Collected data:
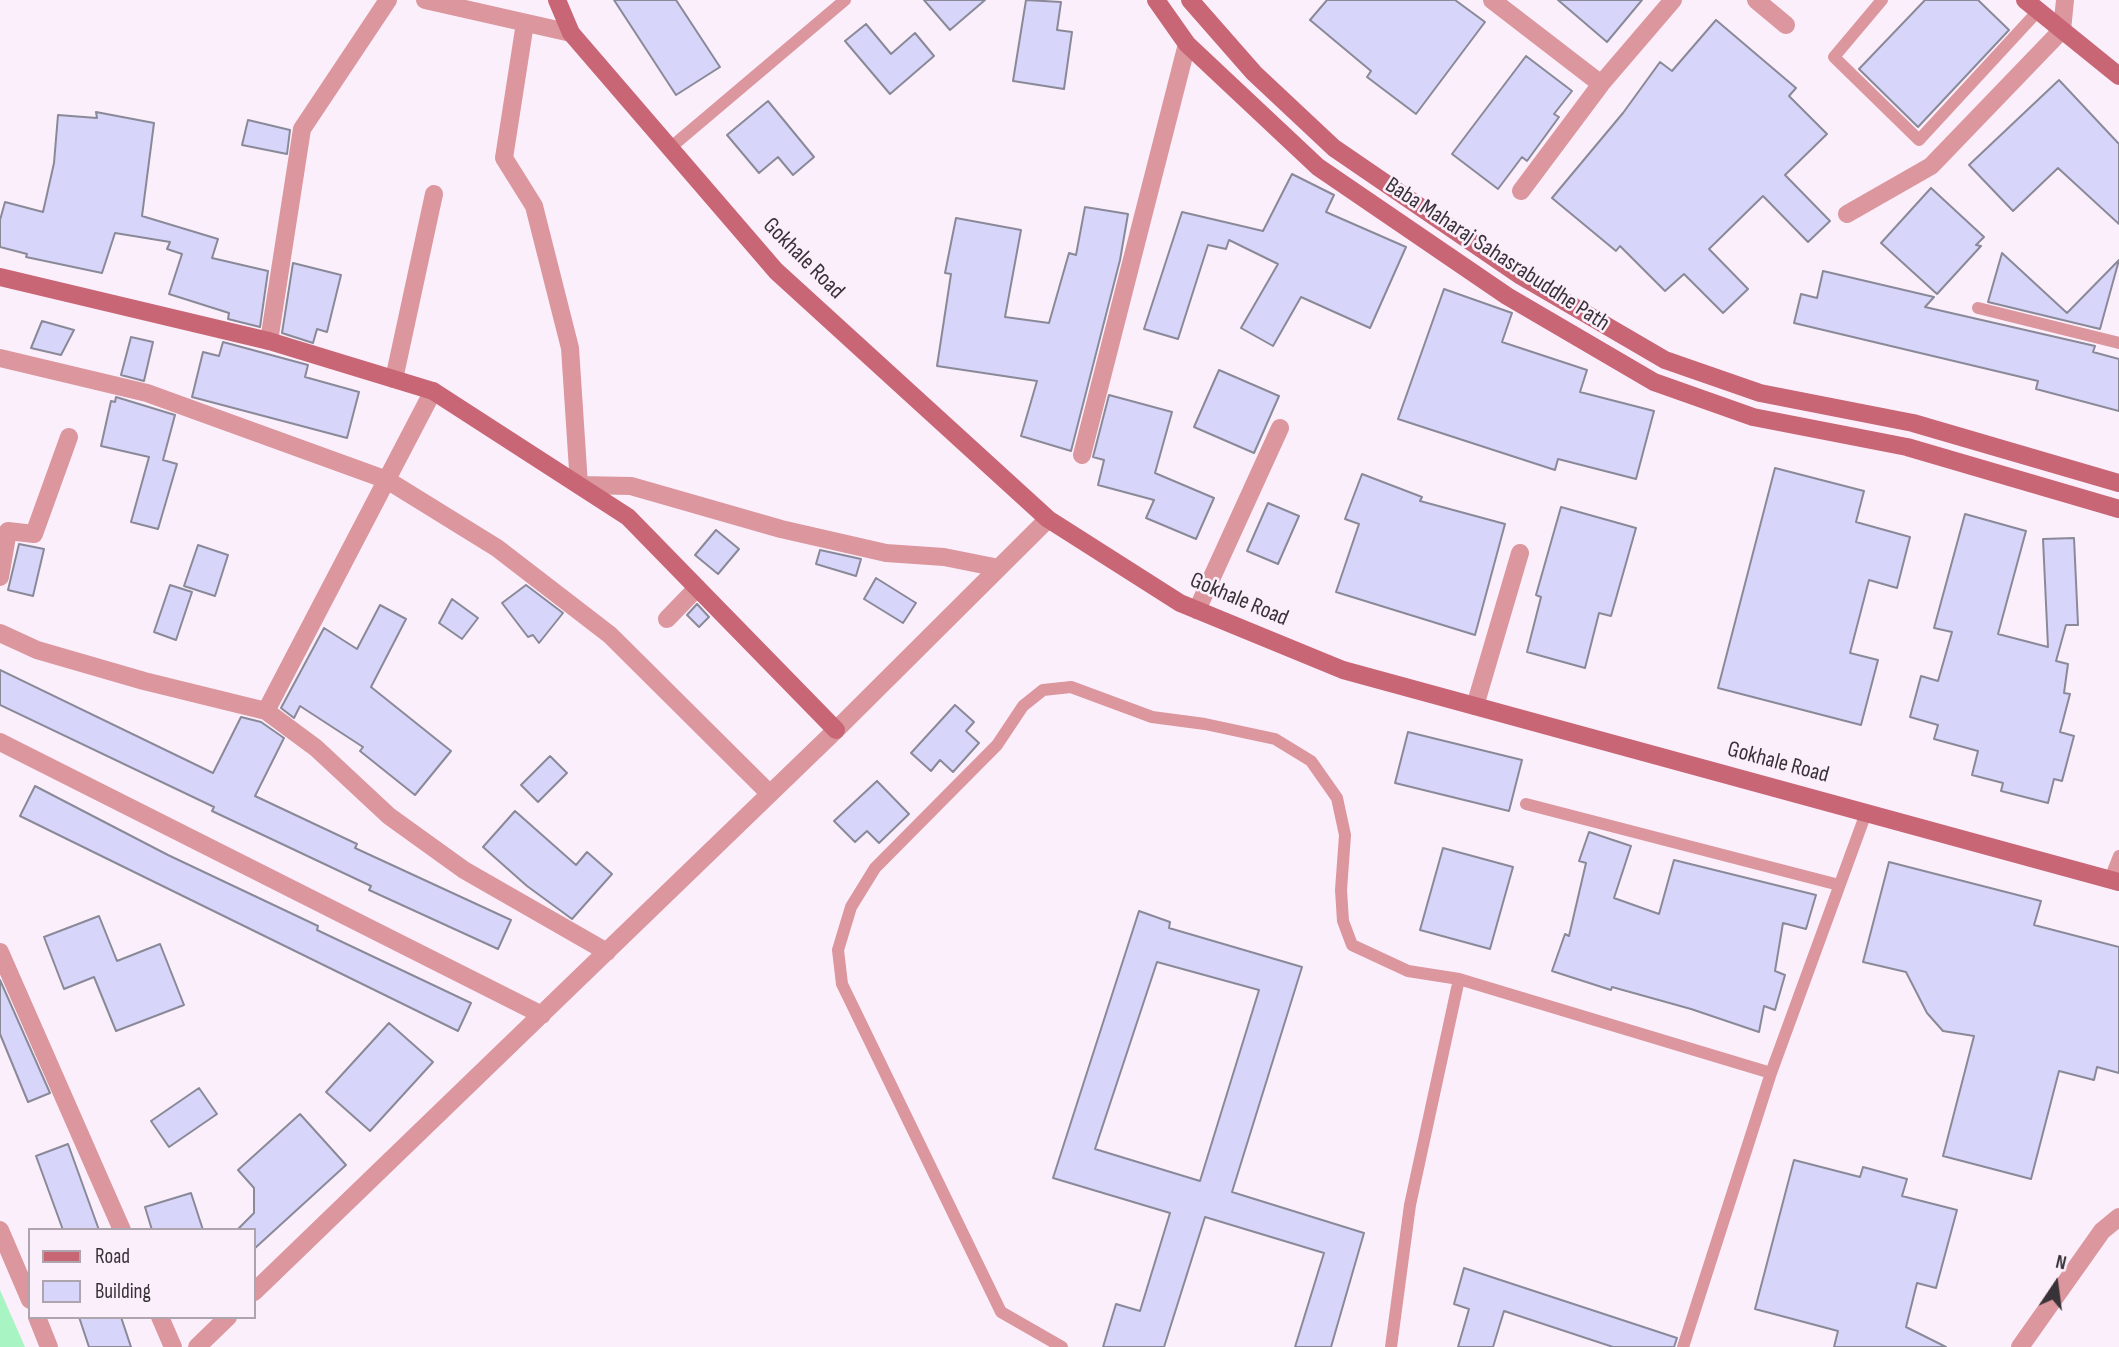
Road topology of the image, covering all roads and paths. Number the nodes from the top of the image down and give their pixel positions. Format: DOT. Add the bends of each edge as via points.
graph roads {
  1 [pos="388,0"];
  2 [pos="425,0"];
  3 [pos="557,0"];
  4 [pos="845,0"];
  5 [pos="1156,0"];
  6 [pos="1190,0"];
  7 [pos="1492,0"];
  8 [pos="1673,0"];
  9 [pos="1756,0"];
  10 [pos="1882,0"];
  11 [pos="2065,0"];
  12 [pos="2031,6"];
  13 [pos="525,23"];
  14 [pos="1786,25"];
  15 [pos="2062,30"];
  16 [pos="571,33"];
  17 [pos="1187,44"];
  18 [pos="2119,76"];
  19 [pos="1601,84"];
  20 [pos="670,148"];
  21 [pos="1521,191"];
  22 [pos="434,194"];
  23 [pos="1847,214"];
  24 [pos="1449,227"];
  25 [pos="1436,247"];
  26 [pos="0,277"];
  27 [pos="1978,308"];
  28 [pos="269,341"];
  29 [pos="2119,343"];
  30 [pos="0,358"];
  31 [pos="394,379"];
  32 [pos="433,391"];
  33 [pos="1280,428"];
  34 [pos="69,437"];
  35 [pos="1082,455"];
  36 [pos="387,480"];
  37 [pos="2119,483"];
  38 [pos="579,485"];
  39 [pos="2119,509"];
  40 [pos="1048,519"];
  41 [pos="1520,552"];
  42 [pos="999,568"];
  43 [pos="0,577"];
  44 [pos="697,588"];
  45 [pos="1197,610"];
  46 [pos="667,619"];
  47 [pos="0,633"];
  48 [pos="1475,706"];
  49 [pos="266,711"];
  50 [pos="836,730"];
  51 [pos="0,742"];
  52 [pos="770,794"];
  53 [pos="1526,804"];
  54 [pos="1866,813"];
  55 [pos="2119,856"];
  56 [pos="2115,881"];
  57 [pos="1839,885"];
  58 [pos="0,952"];
  59 [pos="607,952"];
  60 [pos="1459,979"];
  61 [pos="542,1015"];
  62 [pos="1771,1073"];
  63 [pos="2119,1217"];
  64 [pos="121,1228"];
  65 [pos="0,1230"];
  66 [pos="256,1290"];
  67 [pos="28,1295"];
  68 [pos="38,1319"];
  69 [pos="161,1319"];
  70 [pos="226,1319"];
  71 [pos="49,1347"];
  72 [pos="173,1347"];
  73 [pos="197,1347"];
  74 [pos="1062,1347"];
  75 [pos="1391,1347"];
  76 [pos="1683,1347"];
  77 [pos="2020,1347"];
  1 -- 28 [label="street" via="302,130"];
  2 -- 13 [label="street"];
  3 -- 16 [label="street, Gokhale Road"];
  4 -- 20 [label="lane"];
  5 -- 17 [label="street, Baba Maharaj Sahasrabuddhe Path"];
  6 -- 24 [label="street, Baba Maharaj Sahasrabuddhe Path" via="1254,73 1334,148"];
  7 -- 19 [label="street"];
  8 -- 19 [label="street"];
  9 -- 14 [label="street"];
  10 -- 12 [label="lane" via="1834,57 1919,140"];
  11 -- 15 [label="street"];
  12 -- 15 [label="street"];
  13 -- 16 [label="street"];
  13 -- 38 [label="street" via="505,158 534,206 570,348"];
  15 -- 18 [label="street"];
  15 -- 23 [label="street" via="1931,166"];
  16 -- 20 [label="street, Gokhale Road"];
  17 -- 25 [label="street, Baba Maharaj Sahasrabuddhe Path" via="1318,167"];
  17 -- 35 [label="street"];
  19 -- 21 [label="street"];
  20 -- 40 [label="street, Gokhale Road" via="776,271"];
  22 -- 31 [label="street"];
  24 -- 25 [label="street"];
  24 -- 37 [label="street, Baba Maharaj Sahasrabuddhe Path" via="1521,276 1665,360 1760,393 1913,423"];
  25 -- 39 [label="street, Baba Maharaj Sahasrabuddhe Path" via="1507,296 1654,382 1753,417 1907,447"];
  26 -- 28 [label="street"];
  27 -- 29 [label="lane"];
  28 -- 31 [label="street"];
  30 -- 36 [label="street" via="147,393"];
  31 -- 32 [label="street"];
  32 -- 36 [label="street"];
  32 -- 38 [label="street"];
  33 -- 45 [label="street"];
  34 -- 43 [label="street" via="34,534 8,531"];
  36 -- 49 [label="street"];
  36 -- 52 [label="street" via="497,548 610,635"];
  38 -- 42 [label="street" via="631,486 780,529 886,553 944,557"];
  38 -- 44 [label="street" via="628,517"];
  40 -- 42 [label="street"];
  40 -- 45 [label="street, Gokhale Road"];
  41 -- 48 [label="street"];
  42 -- 50 [label="street"];
  44 -- 46 [label="street"];
  44 -- 50 [label="street"];
  45 -- 48 [label="street, Gokhale Road" via="1343,670"];
  47 -- 49 [label="street" via="37,650"];
  48 -- 54 [label="street, Gokhale Road"];
  49 -- 59 [label="street" via="316,748 389,816 464,870"];
  50 -- 52 [label="street"];
  51 -- 61 [label="street"];
  52 -- 59 [label="street"];
  53 -- 57 [label="lane"];
  54 -- 56 [label="street, Gokhale Road"];
  54 -- 57 [label="lane"];
  55 -- 56 [label="lane"];
  57 -- 62 [label="lane"];
  58 -- 64 [label="street"];
  59 -- 61 [label="street"];
  60 -- 62 [label="lane"];
  60 -- 74 [label="lane" via="1408,971 1352,945 1343,921 1345,835 1337,798 1311,761 1275,739 1152,717 1071,687 1043,690 1023,706 997,745 875,868 851,907 838,950 842,984 1000,1312"];
  60 -- 75 [label="lane" via="1410,1205"];
  61 -- 66 [label="street"];
  62 -- 76 [label="lane"];
  63 -- 77 [label="street" via="2102,1231"];
  65 -- 67 [label="street"];
  68 -- 71 [label="street"];
  69 -- 72 [label="street"];
  70 -- 73 [label="street"];
}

• [ACTIVITY] Only lines with the word "Gokhale" are wanted; pull each of them from the records.

• [RESPONSE TO THIS EXERCISE]
  3 -- 16 [label="street, Gokhale Road"];
  16 -- 20 [label="street, Gokhale Road"];
  20 -- 40 [label="street, Gokhale Road" via="776,271"];
  40 -- 45 [label="street, Gokhale Road"];
  45 -- 48 [label="street, Gokhale Road" via="1343,670"];
  48 -- 54 [label="street, Gokhale Road"];
  54 -- 56 [label="street, Gokhale Road"];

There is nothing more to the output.